Indicud
Quand je me suis plongé dans Indicud, j’ai eu l’impression d’écouter un album qui avait un vrai potentiel, une vraie vision… mais qui n’arrivait pas à aller jusqu’au bout de ses promesses. C’est un projet ambitieux, plus brut, plus expérimental que les deux premiers Man on the Moon, mais aussi un album qui, par moments, se perd dans sa propre ampleur.

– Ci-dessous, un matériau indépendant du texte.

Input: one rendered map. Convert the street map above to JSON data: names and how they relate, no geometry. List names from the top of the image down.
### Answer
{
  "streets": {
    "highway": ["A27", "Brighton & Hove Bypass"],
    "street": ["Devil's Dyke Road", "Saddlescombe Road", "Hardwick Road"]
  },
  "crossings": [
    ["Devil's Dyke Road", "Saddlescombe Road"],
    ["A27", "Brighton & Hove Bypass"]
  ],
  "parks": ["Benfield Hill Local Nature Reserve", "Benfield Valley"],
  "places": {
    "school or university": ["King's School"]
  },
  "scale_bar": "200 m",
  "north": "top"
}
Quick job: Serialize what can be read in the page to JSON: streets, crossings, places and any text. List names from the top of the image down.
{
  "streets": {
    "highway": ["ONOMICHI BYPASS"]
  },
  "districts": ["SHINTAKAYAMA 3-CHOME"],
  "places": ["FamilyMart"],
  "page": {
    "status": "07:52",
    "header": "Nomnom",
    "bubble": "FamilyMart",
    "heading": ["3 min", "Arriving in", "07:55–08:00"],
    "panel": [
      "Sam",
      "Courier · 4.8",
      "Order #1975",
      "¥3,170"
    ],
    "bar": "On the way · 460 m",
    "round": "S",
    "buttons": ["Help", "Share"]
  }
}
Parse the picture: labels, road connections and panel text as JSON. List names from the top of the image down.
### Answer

La première partie, en revanche, m’a vraiment accroché. “Unfuckwittable”, “Just What I Am”, “King Wizard”, “Immortal”, ou encore “Solo Dolo Part II” : tous ces morceaux montrent un Cudi inspiré, capable de mélanger introspection, ego-trip, spiritualité et sonorités planantes. On sent qu’il maîtrise son univers, qu’il sait où il va, et même qu’il tente des choses. L’autoproduction donne parfois un côté artisanal, mais dans ces titres-là, ça fonctionne. Ils sont mémorables, cohérents, et surtout, ils ont cette vibe unique que j’associe à Cudi.
Mais c’est à partir du milieu de l’album que, pour moi, l’ensemble commence à vaciller. L’enchaînement devient moins fluide, comme si les morceaux avaient été posés là sans véritable fil conducteur. Je sens qu’il veut créer quelque chose de vaste, presque panoramique, mais ça manque de direction. Il y a de bonnes idées, des ambiances intéressantes, mais il manque cette étincelle, ce petit supplément d’âme qui ferait décoller l’ensemble comme dans ses albums précédents.
Au final, je sors de l’écoute avec une impression un peu frustrante : l’album contient de très bons morceaux — ceux que je retiens, les plus solides, les plus inspirés — mais ils sont entourés de passages inégaux qui empêchent le projet d’atteindre son plein potentiel. Indicud aurait pu être un grand album ; il reste, pour moi, un album prometteur mais mal géré, avec une première moitié brillante et une deuxième moitié qui se dilue.
Je ne retiens vraiment que les titres du début, ceux qui montrent ce que Cudi sait faire de mieux. Le reste me laisse avec la sensation qu’il y avait quelque chose de bien… mais qui ne s’est jamais complètement réalisé.